Salah
satu peninggalan sejarah yang cukup menarik di Gorontalo adalah benteng Oranye
(Fort Orange). Benteng ini
terletak di Bukit Arang yang masuk wilayah administratif Lingkungan I, Desa
Dambalo, Kecamatan Kwandang, Kabupaten Gorontalo Utara, Provinsi Gorontalo. Lokasi
ini berada sekitar 61 kilometer dari Kota Gorontalo, atau 2 kilometer dari
pusat Kota Kwandang, ibukota Kabupaten Gorontalo.
Menurut
sejarahnya, yang pertama kali datang mendiami pesisir pantai Kwandang, yaitu
suku Buol, kemudian suku Gorontalo yang berasal dari Kerajaan Limboto.

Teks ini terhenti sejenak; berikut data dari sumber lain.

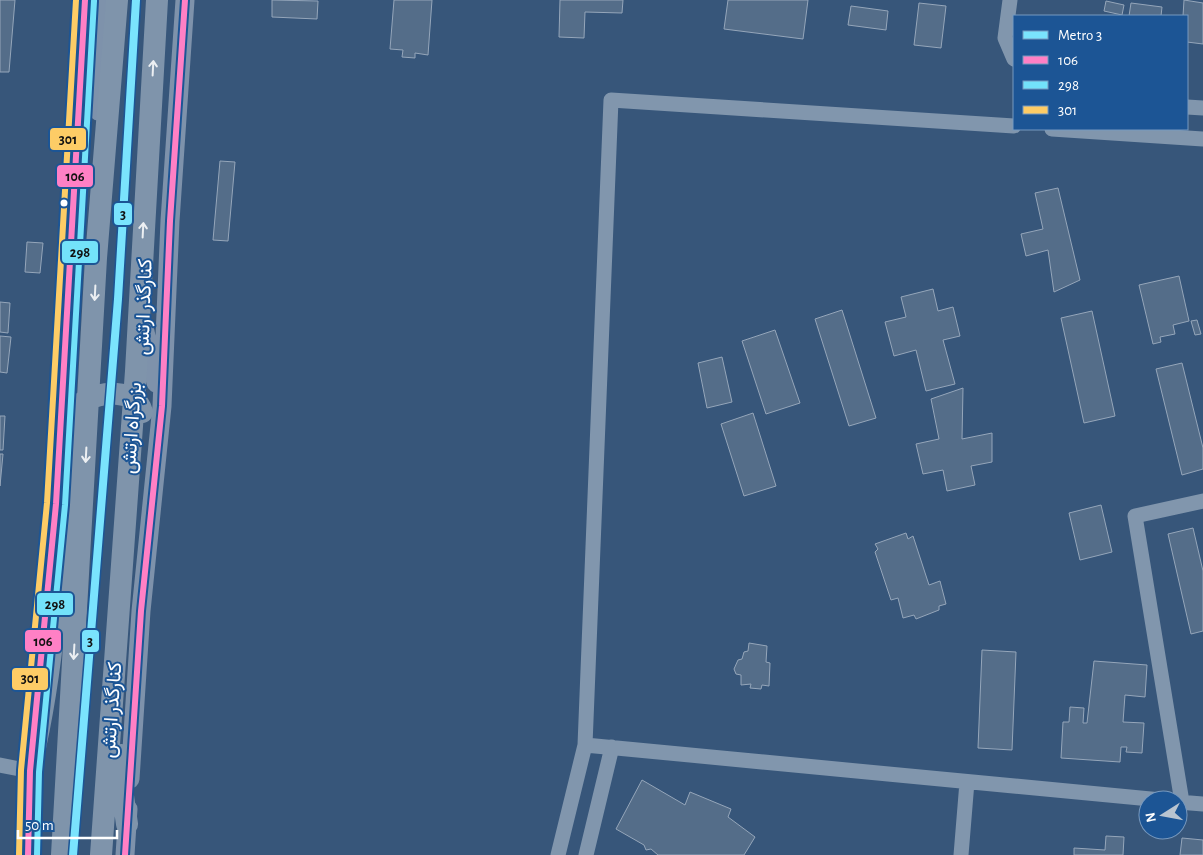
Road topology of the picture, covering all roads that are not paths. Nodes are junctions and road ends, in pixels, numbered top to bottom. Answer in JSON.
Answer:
{"nodes":[{"id":1,"x":85,"y":0,"type":"edge"},
{"id":2,"x":100,"y":0,"type":"edge"},
{"id":3,"x":117,"y":0,"type":"edge"},
{"id":4,"x":157,"y":0,"type":"edge"},
{"id":5,"x":185,"y":0,"type":"edge"},
{"id":6,"x":1010,"y":0,"type":"edge"},
{"id":7,"x":1013,"y":56,"type":"edge"},
{"id":8,"x":1188,"y":107,"type":"edge"},
{"id":9,"x":1203,"y":108,"type":"edge"},
{"id":10,"x":1013,"y":126,"type":"edge"},
{"id":11,"x":1069,"y":130,"type":"edge"},
{"id":12,"x":1203,"y":138,"type":"edge"},
{"id":13,"x":96,"y":258,"type":"junction"},
{"id":14,"x":140,"y":293,"type":"junction"},
{"id":15,"x":162,"y":406,"type":"junction"},
{"id":16,"x":1203,"y":501,"type":"edge"},
{"id":17,"x":584,"y":745,"type":"junction"},
{"id":18,"x":612,"y":747,"type":"junction"},
{"id":19,"x":0,"y":765,"type":"edge"},
{"id":20,"x":30,"y":768,"type":"junction"},
{"id":21,"x":967,"y":782,"type":"junction"},
{"id":22,"x":1178,"y":790,"type":"edge"},
{"id":23,"x":1138,"y":798,"type":"edge"},
{"id":24,"x":1188,"y":803,"type":"edge"},
{"id":25,"x":1203,"y":804,"type":"edge"},
{"id":26,"x":127,"y":824,"type":"junction"},
{"id":27,"x":28,"y":855,"type":"edge"},
{"id":28,"x":62,"y":855,"type":"edge"},
{"id":29,"x":101,"y":855,"type":"edge"},
{"id":30,"x":125,"y":855,"type":"edge"},
{"id":31,"x":558,"y":855,"type":"edge"},
{"id":32,"x":586,"y":855,"type":"edge"},
{"id":33,"x":961,"y":855,"type":"edge"}],
"edges":[{"from":1,"to":20,"type":"main road"},
{"from":2,"to":13,"type":"main road"},
{"from":3,"to":13,"type":"highway"},
{"from":14,"to":4,"type":"highway","name":"بزرگراه ارتش","one_way":true},
{"from":5,"to":15,"type":"main road","name":"کنارگذر ارتش"},
{"from":6,"to":7,"type":"street"},
{"from":8,"to":9,"type":"street"},
{"from":10,"to":17,"type":"street"},
{"from":11,"to":12,"type":"street"},
{"from":13,"to":28,"type":"highway","one_way":true},
{"from":14,"to":15,"type":"main road"},
{"from":14,"to":29,"type":"highway","name":"بزرگراه ارتش"},
{"from":15,"to":26,"type":"main road","name":"کنارگذر ارتش"},
{"from":16,"to":22,"type":"street"},
{"from":17,"to":18,"type":"street"},
{"from":17,"to":31,"type":"street"},
{"from":18,"to":21,"type":"street"},
{"from":18,"to":32,"type":"street"},
{"from":19,"to":20,"type":"street"},
{"from":20,"to":26,"type":"highway"},
{"from":20,"to":27,"type":"main road"},
{"from":21,"to":23,"type":"street"},
{"from":21,"to":33,"type":"street"},
{"from":24,"to":25,"type":"street"},
{"from":26,"to":30,"type":"main road","name":"کنارگذر ارتش"}]}
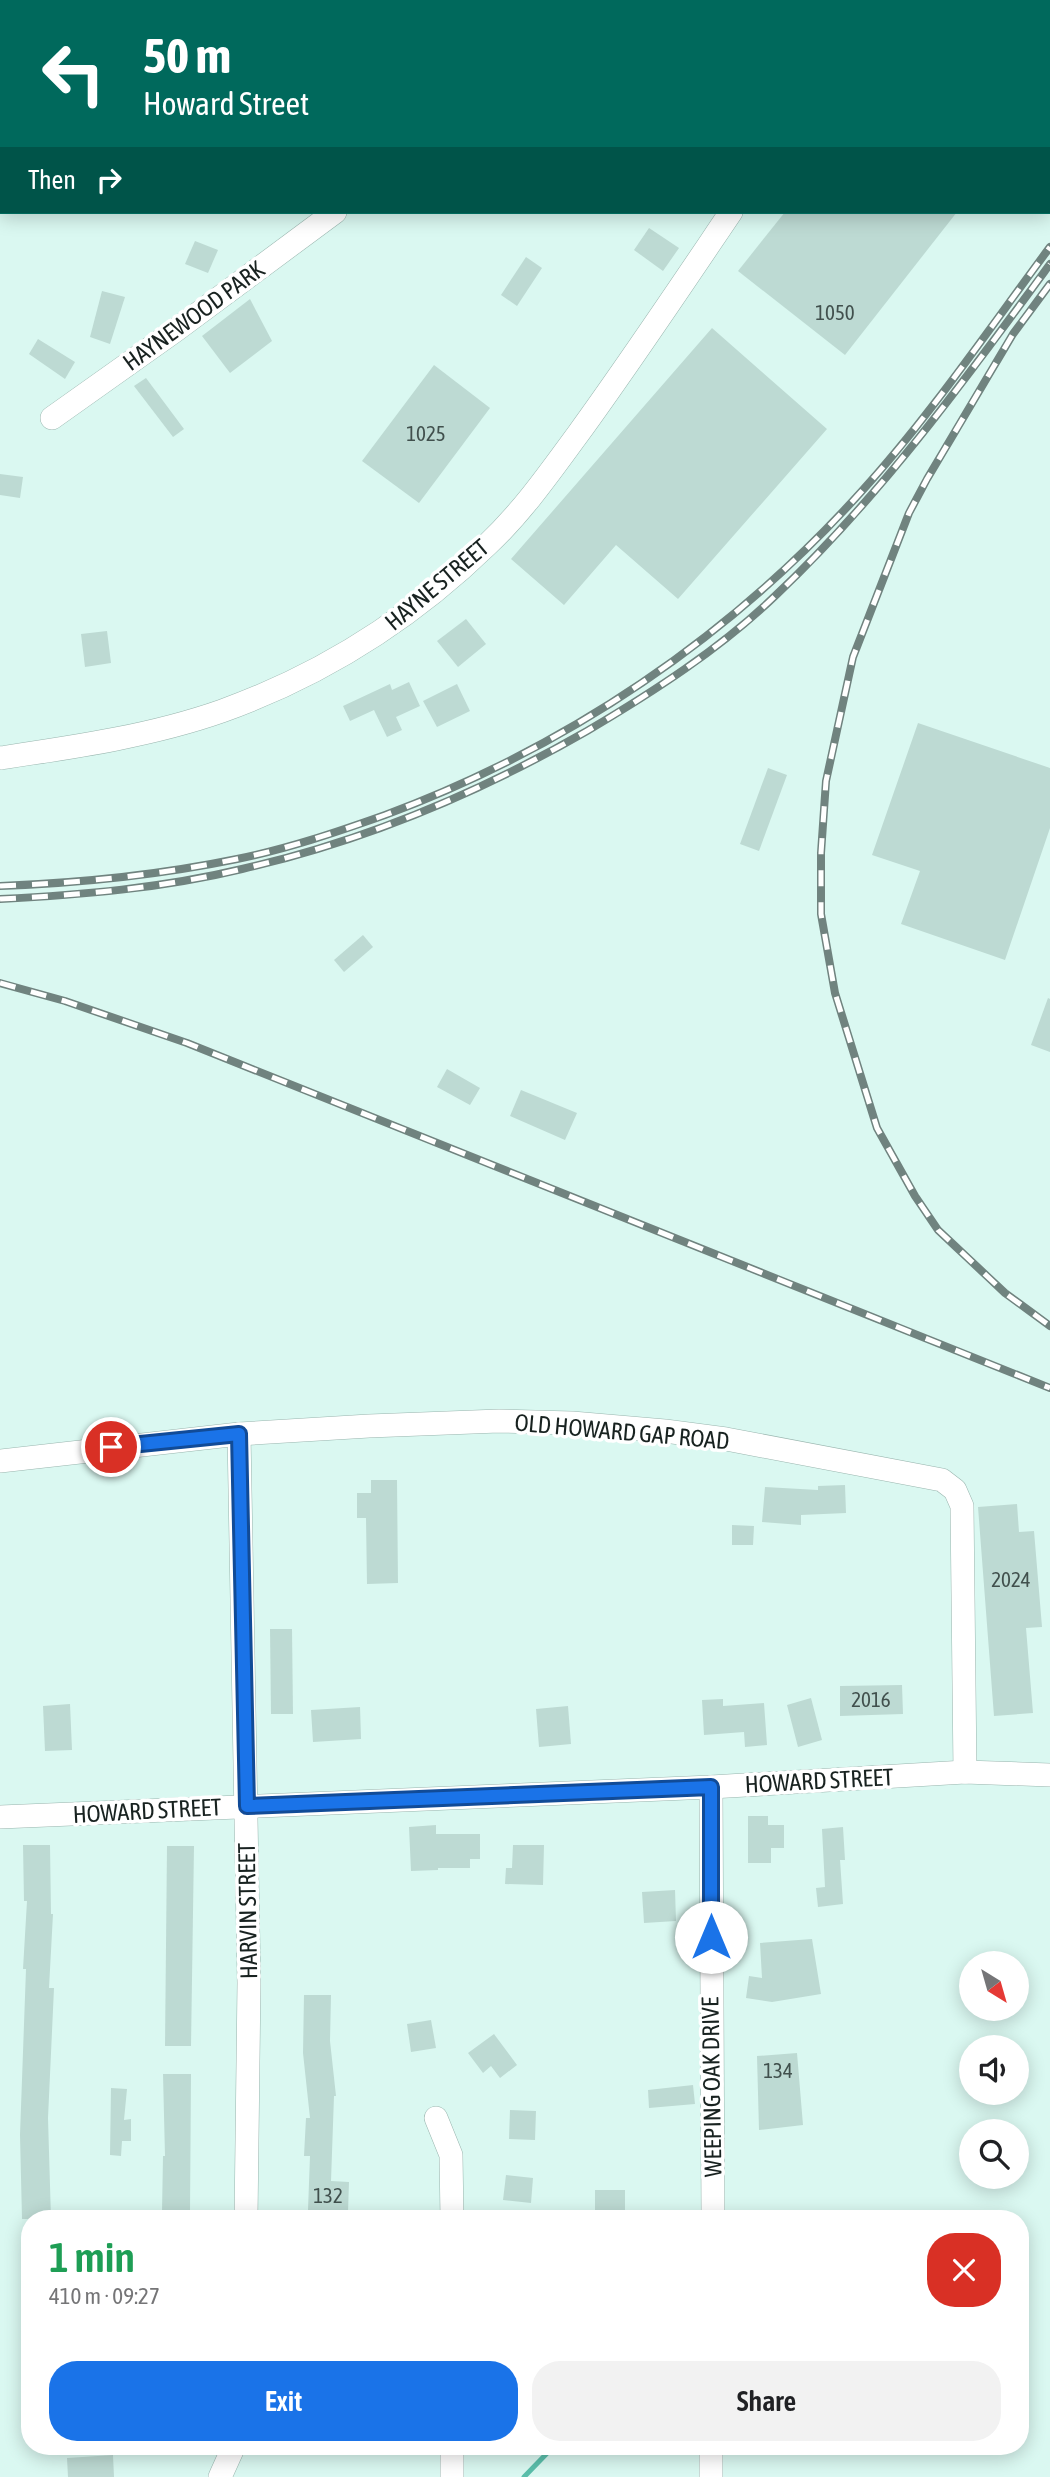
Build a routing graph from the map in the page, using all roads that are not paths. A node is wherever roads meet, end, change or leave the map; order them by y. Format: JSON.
{"nodes":[{"id":1,"x":332,"y":214,"type":"edge"},
{"id":2,"x":730,"y":214,"type":"edge"},
{"id":3,"x":52,"y":418,"type":"dead end"},
{"id":4,"x":0,"y":758,"type":"edge"},
{"id":5,"x":239,"y":1434,"type":"junction"},
{"id":6,"x":0,"y":1461,"type":"edge"},
{"id":7,"x":965,"y":1772,"type":"junction"},
{"id":8,"x":1050,"y":1775,"type":"edge"},
{"id":9,"x":711,"y":1787,"type":"junction"},
{"id":10,"x":247,"y":1806,"type":"junction"},
{"id":11,"x":0,"y":1817,"type":"edge"},
{"id":12,"x":436,"y":2118,"type":"dead end"},
{"id":13,"x":246,"y":2210,"type":"edge"},
{"id":14,"x":452,"y":2210,"type":"edge"},
{"id":15,"x":713,"y":2210,"type":"edge"},
{"id":16,"x":230,"y":2455,"type":"edge"},
{"id":17,"x":452,"y":2455,"type":"edge"},
{"id":18,"x":711,"y":2455,"type":"edge"},
{"id":19,"x":220,"y":2477,"type":"edge"},
{"id":20,"x":452,"y":2477,"type":"edge"},
{"id":21,"x":711,"y":2477,"type":"edge"}],
"edges":[{"from":1,"to":3,"type":"street","name":"HAYNEWOOD PARK"},
{"from":2,"to":4,"type":"street","name":"HAYNE STREET"},
{"from":5,"to":6,"type":"street","name":"OLD HOWARD GAP ROAD"},
{"from":5,"to":7,"type":"street","name":"OLD HOWARD GAP ROAD"},
{"from":5,"to":10,"type":"street","name":"HARVIN STREET"},
{"from":7,"to":8,"type":"street","name":"HOWARD STREET"},
{"from":7,"to":9,"type":"street","name":"HOWARD STREET"},
{"from":9,"to":10,"type":"street","name":"HOWARD STREET"},
{"from":9,"to":15,"type":"street","name":"WEEPING OAK DRIVE"},
{"from":10,"to":11,"type":"street","name":"HOWARD STREET"},
{"from":10,"to":13,"type":"street","name":"HARVIN STREET"},
{"from":12,"to":14,"type":"street"},
{"from":16,"to":19,"type":"street"},
{"from":17,"to":20,"type":"street"},
{"from":18,"to":21,"type":"street"}]}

Masusknya suku Gorontalo dari Limboto ini, didorong oleh kekhawatiran mereka
bahwa Tomilito (Kwandang) akan dikuasai oleh Kerajaan Buol. Pada saat itu,
perairan pantai Kwandang berkecamuk perang melawan Mangindano, komplotan bajak
laut yang berasal dari Philipina (Mindanawo).
Pada
pertengahan abad 15-16, datang bangsa Barat ke Indonesia, terus menuju ke Timur
yaitu bangsa Portugis yang menduduki Ternate, Maluku, lalu Sulawesi khususnya
Gorontalo melalui Kwandang.
Didorong
oleh keinginan untuk menguasai daerah Gorontalo dan mempertahankan dari
serangan musuh (bajak laut) dari Philipina terutama di pesisir utara Kwandang
maka timbullah usaha untuk membangun benteng pertahanan di pesisir pantai utara
Kwandang. Benteng ini dibangun oleh bangsa Portugis pada 1630 Masehi.
Cara
Portugis membangun benteng ini, menggunakan tenaga rakyat banyak secara
gotong-royong. Untuk mengangkat batu, mereka berdiri berjejer dan menggulirkan
batu-batu itu dari tangan ke tangan, sampai ke tempat tumpukan batu, tempat
pembuatan benteng.
Bahan-bahan
yang digunakan untuk membangun benteng ini, yaitu batu karang, batu gunung,
pasir dan kapur, serta dengan bahan perekatnya ialah getah pelepah daun rumbia,
sebab pada waktu itu belum ada semen. Akan tetapi, benteng ini cukup kuat.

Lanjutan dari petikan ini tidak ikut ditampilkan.